[Collected data]
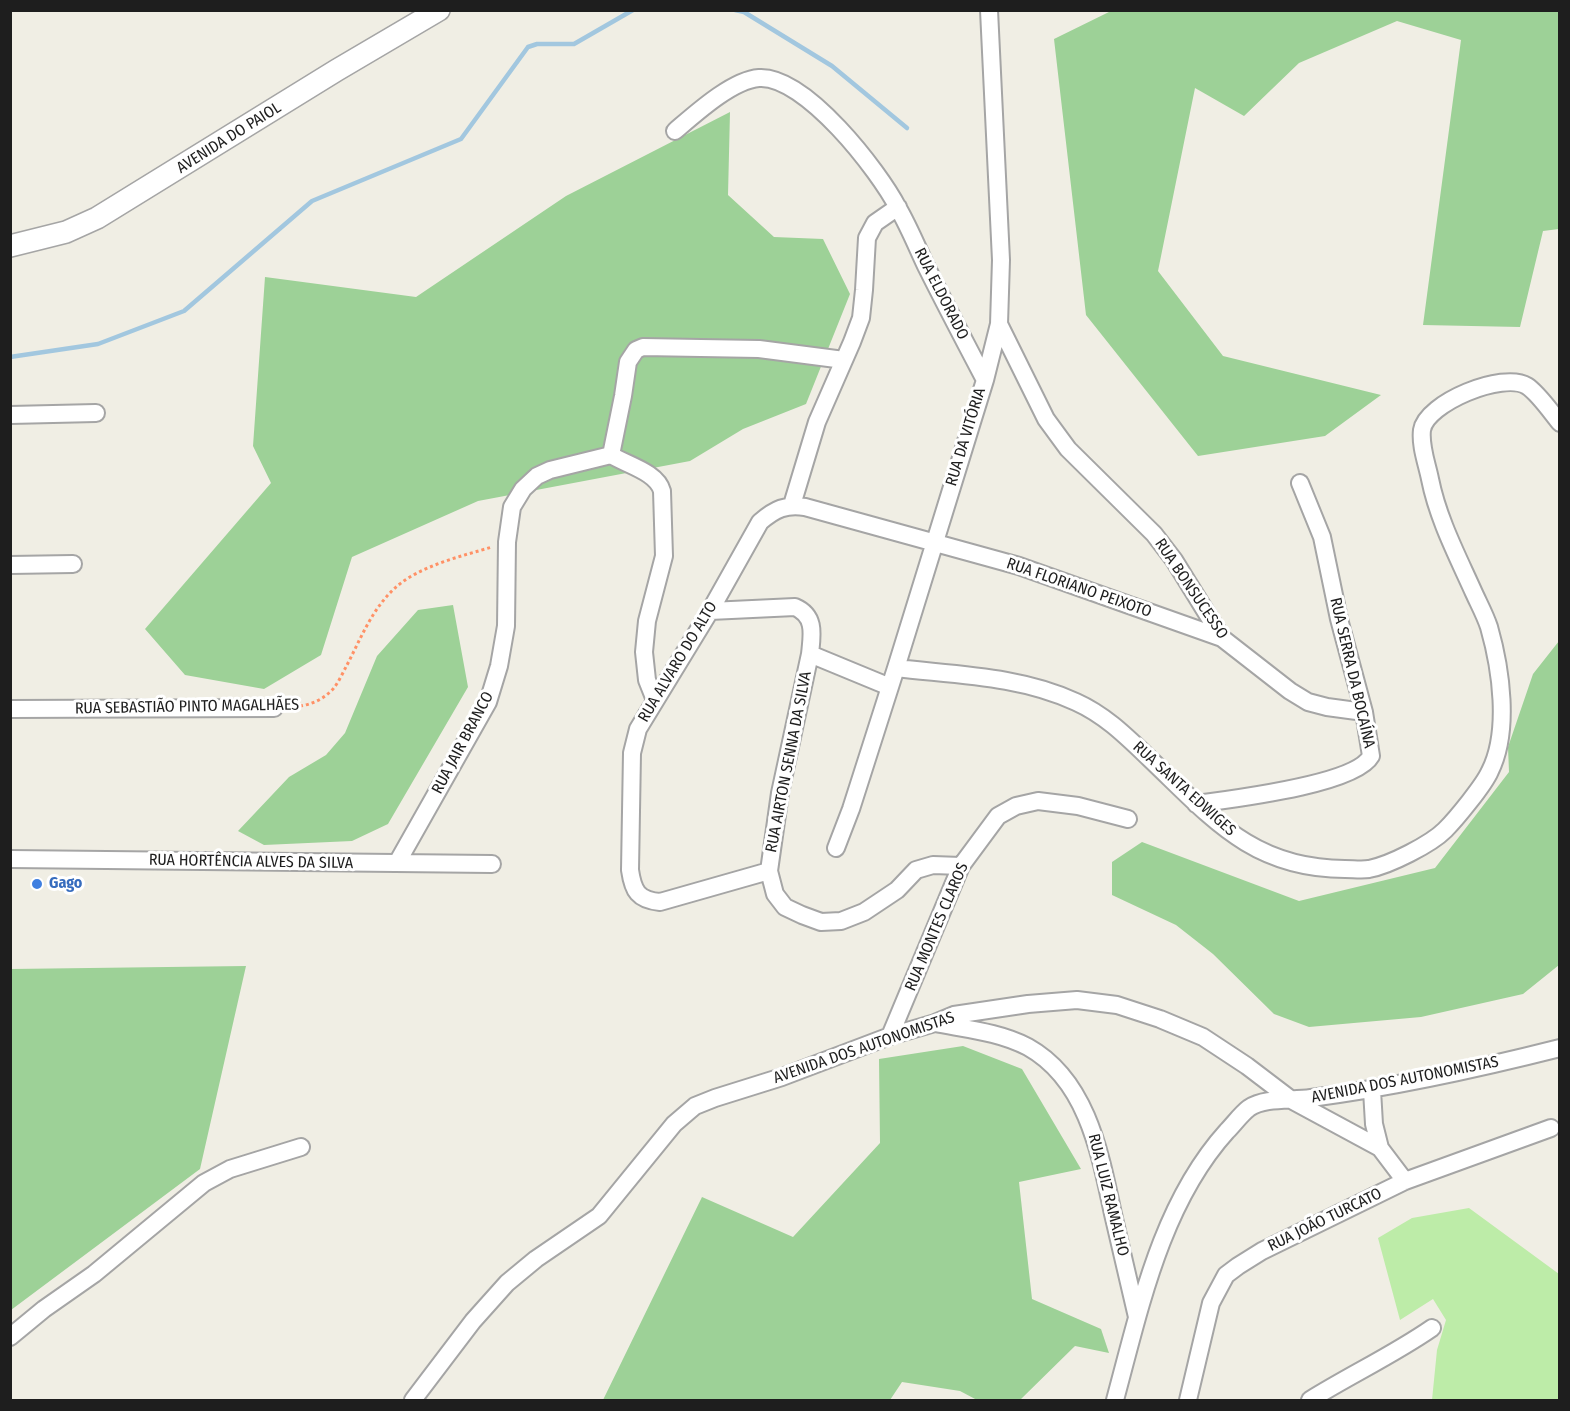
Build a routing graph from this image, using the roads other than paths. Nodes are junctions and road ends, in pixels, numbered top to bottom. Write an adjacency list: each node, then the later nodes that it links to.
1 (439, 10): 5 (street, AVENIDA DO PAIOL)
2 (989, 10): 6 (street, RUA DA VITÓRIA)
3 (675, 131): 4 (street, RUA ELDORADO)
4 (898, 207): 7 (street); 8 (street, RUA ELDORADO)
5 (10, 246)
6 (999, 324): 8 (street, RUA DA VITÓRIA); 19 (street, RUA BONSUCESSO)
7 (844, 360): 12 (street); 14 (street)
8 (984, 380): 15 (street, RUA DA VITÓRIA)
9 (96, 413): 10 (street)
10 (10, 415)
11 (1560, 423): 27 (street, RUA SANTA EDWIGES)
12 (611, 455): 23 (street); 31 (street, RUA JAIR BRANCO)
13 (1300, 483): 26 (street, RUA SERRA DA BOCAÍNA)
14 (792, 505): 15 (street); 18 (street, RUA ALVARO DO ALTO)
15 (934, 542): 19 (street, RUA FLORIANO PEIXOTO); 21 (street, RUA DA VITÓRIA)
16 (73, 564): 17 (street)
17 (10, 565)
18 (710, 611): 20 (street); 23 (street, RUA ALVARO DO ALTO)
19 (1222, 638): 26 (street, RUA BONSUCESSO)
20 (810, 654): 22 (street); 34 (street, RUA AIRTON SENNA DA SILVA)
21 (896, 668): 22 (street, RUA DA VITÓRIA); 27 (street, RUA SANTA EDWIGES)
22 (890, 687): 29 (street, RUA DA VITÓRIA)
23 (655, 700): 34 (street, RUA ALVARO DO ALTO)
24 (274, 708): 25 (street, RUA SEBASTIÃO PINTO MAGALHÃES)
25 (10, 709)
26 (1364, 712): 27 (street, RUA SERRA DA BOCAÍNA)
27 (1196, 804)
28 (1128, 819): 33 (street, RUA MONTES CLAROS)
29 (836, 848)
30 (10, 859): 31 (street, RUA HORTÊNCIA ALVES DA SILVA)
31 (398, 863): 32 (street, RUA HORTÊNCIA ALVES DA SILVA)
32 (492, 864)
33 (961, 866): 34 (street); 36 (street, RUA MONTES CLAROS)
34 (769, 871)
35 (935, 1023): 36 (street, AVENIDA DOS AUTONOMISTAS); 39 (street, AVENIDA DOS AUTONOMISTAS); 44 (street, RUA LUIZ RAMALHO)
36 (890, 1036): 47 (street, AVENIDA DOS AUTONOMISTAS)
37 (1560, 1048): 38 (street, AVENIDA DOS AUTONOMISTAS)
38 (1372, 1090): 39 (street, AVENIDA DOS AUTONOMISTAS); 42 (street)
39 (1293, 1101): 42 (street); 44 (street, RUA LUIZ RAMALHO)
40 (1551, 1128): 43 (street, RUA JOÃO TURCATO)
41 (301, 1147): 46 (street)
42 (1380, 1148): 43 (street)
43 (1405, 1181): 49 (street, RUA JOÃO TURCATO)
44 (1137, 1317): 48 (street, RUA LUIZ RAMALHO)
45 (1432, 1329): 50 (street)
46 (10, 1337)
47 (412, 1401)
48 (1115, 1401)
49 (1188, 1401)
50 (1310, 1401)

- [EXERCISE AIM]:
Give the data again exactly as it stands, apart from the pictures.

- [EXERCISE RESULT]:
Build a routing graph from this image, using the roads other than paths. Nodes are junctions and road ends, in pixels, numbered top to bottom. Write an adjacency list: each node, then the later nodes that it links to.
1 (439, 10): 5 (street, AVENIDA DO PAIOL)
2 (989, 10): 6 (street, RUA DA VITÓRIA)
3 (675, 131): 4 (street, RUA ELDORADO)
4 (898, 207): 7 (street); 8 (street, RUA ELDORADO)
5 (10, 246)
6 (999, 324): 8 (street, RUA DA VITÓRIA); 19 (street, RUA BONSUCESSO)
7 (844, 360): 12 (street); 14 (street)
8 (984, 380): 15 (street, RUA DA VITÓRIA)
9 (96, 413): 10 (street)
10 (10, 415)
11 (1560, 423): 27 (street, RUA SANTA EDWIGES)
12 (611, 455): 23 (street); 31 (street, RUA JAIR BRANCO)
13 (1300, 483): 26 (street, RUA SERRA DA BOCAÍNA)
14 (792, 505): 15 (street); 18 (street, RUA ALVARO DO ALTO)
15 (934, 542): 19 (street, RUA FLORIANO PEIXOTO); 21 (street, RUA DA VITÓRIA)
16 (73, 564): 17 (street)
17 (10, 565)
18 (710, 611): 20 (street); 23 (street, RUA ALVARO DO ALTO)
19 (1222, 638): 26 (street, RUA BONSUCESSO)
20 (810, 654): 22 (street); 34 (street, RUA AIRTON SENNA DA SILVA)
21 (896, 668): 22 (street, RUA DA VITÓRIA); 27 (street, RUA SANTA EDWIGES)
22 (890, 687): 29 (street, RUA DA VITÓRIA)
23 (655, 700): 34 (street, RUA ALVARO DO ALTO)
24 (274, 708): 25 (street, RUA SEBASTIÃO PINTO MAGALHÃES)
25 (10, 709)
26 (1364, 712): 27 (street, RUA SERRA DA BOCAÍNA)
27 (1196, 804)
28 (1128, 819): 33 (street, RUA MONTES CLAROS)
29 (836, 848)
30 (10, 859): 31 (street, RUA HORTÊNCIA ALVES DA SILVA)
31 (398, 863): 32 (street, RUA HORTÊNCIA ALVES DA SILVA)
32 (492, 864)
33 (961, 866): 34 (street); 36 (street, RUA MONTES CLAROS)
34 (769, 871)
35 (935, 1023): 36 (street, AVENIDA DOS AUTONOMISTAS); 39 (street, AVENIDA DOS AUTONOMISTAS); 44 (street, RUA LUIZ RAMALHO)
36 (890, 1036): 47 (street, AVENIDA DOS AUTONOMISTAS)
37 (1560, 1048): 38 (street, AVENIDA DOS AUTONOMISTAS)
38 (1372, 1090): 39 (street, AVENIDA DOS AUTONOMISTAS); 42 (street)
39 (1293, 1101): 42 (street); 44 (street, RUA LUIZ RAMALHO)
40 (1551, 1128): 43 (street, RUA JOÃO TURCATO)
41 (301, 1147): 46 (street)
42 (1380, 1148): 43 (street)
43 (1405, 1181): 49 (street, RUA JOÃO TURCATO)
44 (1137, 1317): 48 (street, RUA LUIZ RAMALHO)
45 (1432, 1329): 50 (street)
46 (10, 1337)
47 (412, 1401)
48 (1115, 1401)
49 (1188, 1401)
50 (1310, 1401)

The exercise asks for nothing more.